* Records for this exercise
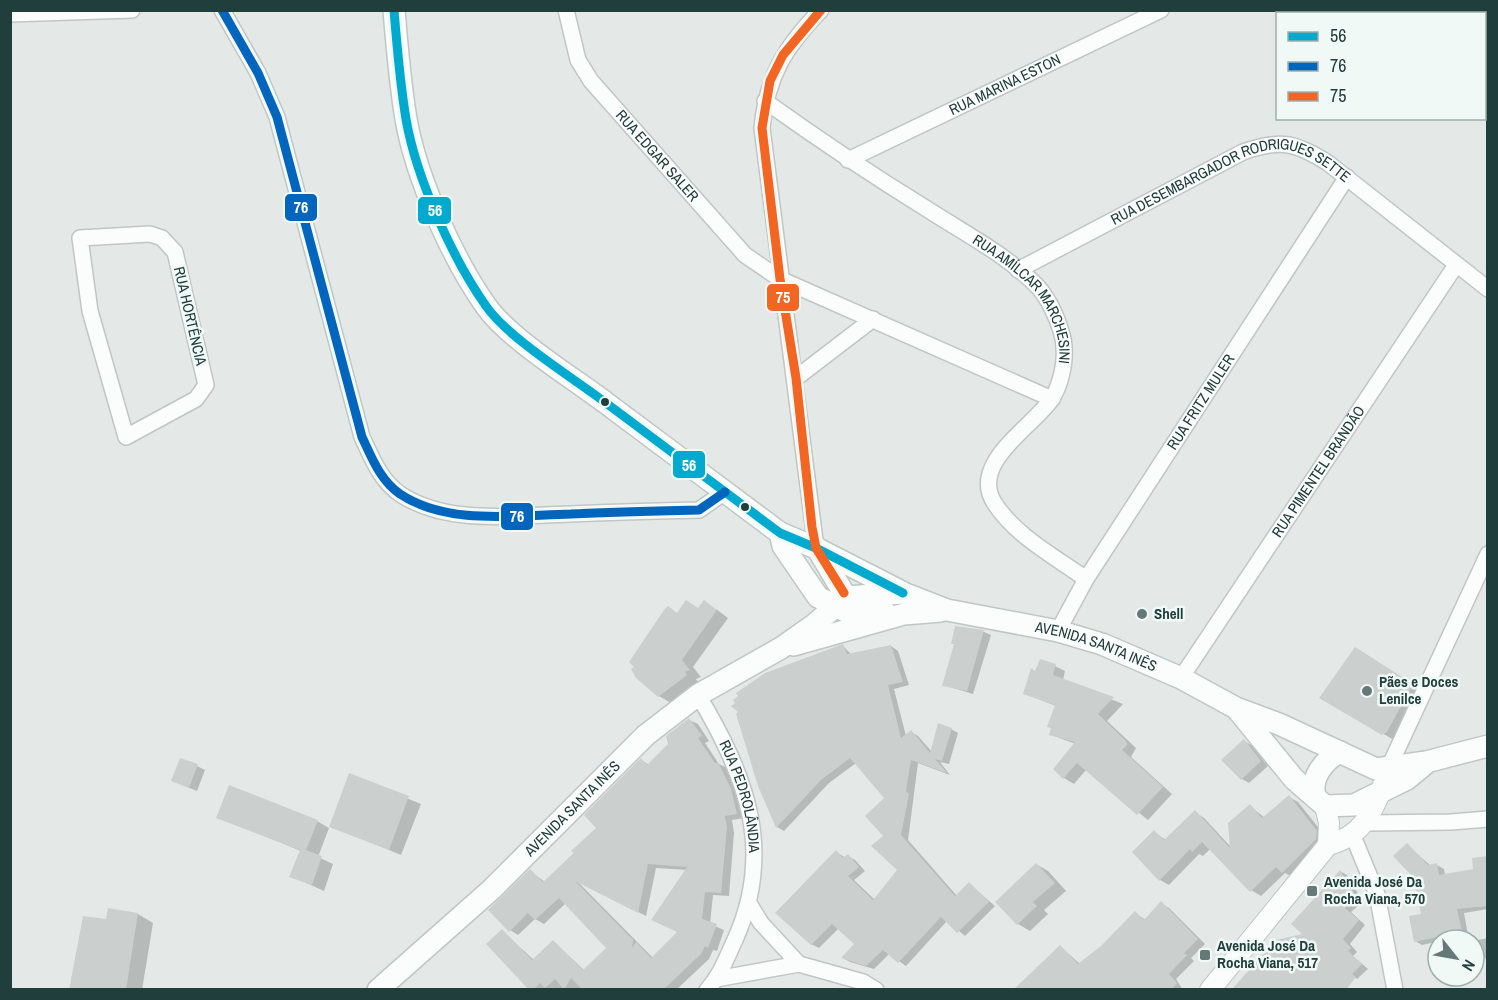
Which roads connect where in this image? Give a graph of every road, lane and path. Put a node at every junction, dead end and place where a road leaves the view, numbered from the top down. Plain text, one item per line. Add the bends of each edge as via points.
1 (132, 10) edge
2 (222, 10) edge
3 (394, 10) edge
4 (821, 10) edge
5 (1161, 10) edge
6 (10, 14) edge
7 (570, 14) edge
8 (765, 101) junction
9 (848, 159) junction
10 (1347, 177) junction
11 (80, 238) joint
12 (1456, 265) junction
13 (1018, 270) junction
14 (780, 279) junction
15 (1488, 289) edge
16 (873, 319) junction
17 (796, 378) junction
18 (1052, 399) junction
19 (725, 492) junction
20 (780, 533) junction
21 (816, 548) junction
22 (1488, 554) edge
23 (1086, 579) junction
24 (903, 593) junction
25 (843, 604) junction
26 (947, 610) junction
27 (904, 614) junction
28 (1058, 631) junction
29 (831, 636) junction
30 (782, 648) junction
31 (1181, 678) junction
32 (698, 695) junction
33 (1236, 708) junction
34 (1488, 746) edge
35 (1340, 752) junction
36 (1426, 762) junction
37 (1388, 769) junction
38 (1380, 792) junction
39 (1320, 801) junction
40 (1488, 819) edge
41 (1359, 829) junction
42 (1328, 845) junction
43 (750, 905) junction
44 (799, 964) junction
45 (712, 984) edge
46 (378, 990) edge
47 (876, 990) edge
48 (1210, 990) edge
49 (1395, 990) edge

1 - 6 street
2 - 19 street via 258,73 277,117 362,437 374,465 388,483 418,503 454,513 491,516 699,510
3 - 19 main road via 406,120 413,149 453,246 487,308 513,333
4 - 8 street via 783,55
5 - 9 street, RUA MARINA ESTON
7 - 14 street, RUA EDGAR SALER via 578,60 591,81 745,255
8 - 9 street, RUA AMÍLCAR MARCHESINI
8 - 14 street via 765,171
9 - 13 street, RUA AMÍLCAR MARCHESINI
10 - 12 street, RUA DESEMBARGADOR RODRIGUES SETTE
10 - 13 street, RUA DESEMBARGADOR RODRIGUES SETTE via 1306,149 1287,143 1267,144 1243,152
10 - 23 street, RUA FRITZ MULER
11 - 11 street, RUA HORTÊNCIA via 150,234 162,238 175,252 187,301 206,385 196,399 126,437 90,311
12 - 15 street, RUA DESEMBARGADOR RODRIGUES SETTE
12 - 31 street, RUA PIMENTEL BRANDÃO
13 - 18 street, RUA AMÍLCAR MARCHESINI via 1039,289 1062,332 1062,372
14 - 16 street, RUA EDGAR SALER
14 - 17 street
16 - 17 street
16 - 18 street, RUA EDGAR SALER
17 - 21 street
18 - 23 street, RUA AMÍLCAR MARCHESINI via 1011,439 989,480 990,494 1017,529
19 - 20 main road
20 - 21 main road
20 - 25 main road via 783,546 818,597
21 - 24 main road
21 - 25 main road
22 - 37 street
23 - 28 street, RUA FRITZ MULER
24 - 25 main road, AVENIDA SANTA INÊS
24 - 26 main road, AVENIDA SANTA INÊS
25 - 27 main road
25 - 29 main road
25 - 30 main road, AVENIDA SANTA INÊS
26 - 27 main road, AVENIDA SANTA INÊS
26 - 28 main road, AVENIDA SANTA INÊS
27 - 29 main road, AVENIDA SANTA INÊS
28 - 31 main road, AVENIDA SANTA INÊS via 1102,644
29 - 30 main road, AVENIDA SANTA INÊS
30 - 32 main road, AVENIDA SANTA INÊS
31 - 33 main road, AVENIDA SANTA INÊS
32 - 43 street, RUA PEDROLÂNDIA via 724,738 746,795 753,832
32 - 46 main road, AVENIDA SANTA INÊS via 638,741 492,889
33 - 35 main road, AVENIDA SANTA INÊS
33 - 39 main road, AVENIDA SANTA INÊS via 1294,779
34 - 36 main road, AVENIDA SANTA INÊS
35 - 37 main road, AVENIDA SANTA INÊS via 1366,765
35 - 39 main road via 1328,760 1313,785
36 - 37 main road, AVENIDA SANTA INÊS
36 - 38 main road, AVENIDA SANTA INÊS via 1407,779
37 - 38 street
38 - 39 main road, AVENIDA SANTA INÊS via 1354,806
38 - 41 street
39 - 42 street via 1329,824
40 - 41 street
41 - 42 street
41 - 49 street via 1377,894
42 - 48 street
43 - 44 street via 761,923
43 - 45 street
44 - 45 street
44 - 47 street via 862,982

* What you have to do
The records above are to be copied exactly, without their pictures.

* Answer area
Which roads connect where in this image? Give a graph of every road, lane and path. Put a node at every junction, dead end and place where a road leaves the view, numbered from the top down. Plain text, one item per line. Add the bends of each edge as via points.
1 (132, 10) edge
2 (222, 10) edge
3 (394, 10) edge
4 (821, 10) edge
5 (1161, 10) edge
6 (10, 14) edge
7 (570, 14) edge
8 (765, 101) junction
9 (848, 159) junction
10 (1347, 177) junction
11 (80, 238) joint
12 (1456, 265) junction
13 (1018, 270) junction
14 (780, 279) junction
15 (1488, 289) edge
16 (873, 319) junction
17 (796, 378) junction
18 (1052, 399) junction
19 (725, 492) junction
20 (780, 533) junction
21 (816, 548) junction
22 (1488, 554) edge
23 (1086, 579) junction
24 (903, 593) junction
25 (843, 604) junction
26 (947, 610) junction
27 (904, 614) junction
28 (1058, 631) junction
29 (831, 636) junction
30 (782, 648) junction
31 (1181, 678) junction
32 (698, 695) junction
33 (1236, 708) junction
34 (1488, 746) edge
35 (1340, 752) junction
36 (1426, 762) junction
37 (1388, 769) junction
38 (1380, 792) junction
39 (1320, 801) junction
40 (1488, 819) edge
41 (1359, 829) junction
42 (1328, 845) junction
43 (750, 905) junction
44 (799, 964) junction
45 (712, 984) edge
46 (378, 990) edge
47 (876, 990) edge
48 (1210, 990) edge
49 (1395, 990) edge

1 - 6 street
2 - 19 street via 258,73 277,117 362,437 374,465 388,483 418,503 454,513 491,516 699,510
3 - 19 main road via 406,120 413,149 453,246 487,308 513,333
4 - 8 street via 783,55
5 - 9 street, RUA MARINA ESTON
7 - 14 street, RUA EDGAR SALER via 578,60 591,81 745,255
8 - 9 street, RUA AMÍLCAR MARCHESINI
8 - 14 street via 765,171
9 - 13 street, RUA AMÍLCAR MARCHESINI
10 - 12 street, RUA DESEMBARGADOR RODRIGUES SETTE
10 - 13 street, RUA DESEMBARGADOR RODRIGUES SETTE via 1306,149 1287,143 1267,144 1243,152
10 - 23 street, RUA FRITZ MULER
11 - 11 street, RUA HORTÊNCIA via 150,234 162,238 175,252 187,301 206,385 196,399 126,437 90,311
12 - 15 street, RUA DESEMBARGADOR RODRIGUES SETTE
12 - 31 street, RUA PIMENTEL BRANDÃO
13 - 18 street, RUA AMÍLCAR MARCHESINI via 1039,289 1062,332 1062,372
14 - 16 street, RUA EDGAR SALER
14 - 17 street
16 - 17 street
16 - 18 street, RUA EDGAR SALER
17 - 21 street
18 - 23 street, RUA AMÍLCAR MARCHESINI via 1011,439 989,480 990,494 1017,529
19 - 20 main road
20 - 21 main road
20 - 25 main road via 783,546 818,597
21 - 24 main road
21 - 25 main road
22 - 37 street
23 - 28 street, RUA FRITZ MULER
24 - 25 main road, AVENIDA SANTA INÊS
24 - 26 main road, AVENIDA SANTA INÊS
25 - 27 main road
25 - 29 main road
25 - 30 main road, AVENIDA SANTA INÊS
26 - 27 main road, AVENIDA SANTA INÊS
26 - 28 main road, AVENIDA SANTA INÊS
27 - 29 main road, AVENIDA SANTA INÊS
28 - 31 main road, AVENIDA SANTA INÊS via 1102,644
29 - 30 main road, AVENIDA SANTA INÊS
30 - 32 main road, AVENIDA SANTA INÊS
31 - 33 main road, AVENIDA SANTA INÊS
32 - 43 street, RUA PEDROLÂNDIA via 724,738 746,795 753,832
32 - 46 main road, AVENIDA SANTA INÊS via 638,741 492,889
33 - 35 main road, AVENIDA SANTA INÊS
33 - 39 main road, AVENIDA SANTA INÊS via 1294,779
34 - 36 main road, AVENIDA SANTA INÊS
35 - 37 main road, AVENIDA SANTA INÊS via 1366,765
35 - 39 main road via 1328,760 1313,785
36 - 37 main road, AVENIDA SANTA INÊS
36 - 38 main road, AVENIDA SANTA INÊS via 1407,779
37 - 38 street
38 - 39 main road, AVENIDA SANTA INÊS via 1354,806
38 - 41 street
39 - 42 street via 1329,824
40 - 41 street
41 - 42 street
41 - 49 street via 1377,894
42 - 48 street
43 - 44 street via 761,923
43 - 45 street
44 - 45 street
44 - 47 street via 862,982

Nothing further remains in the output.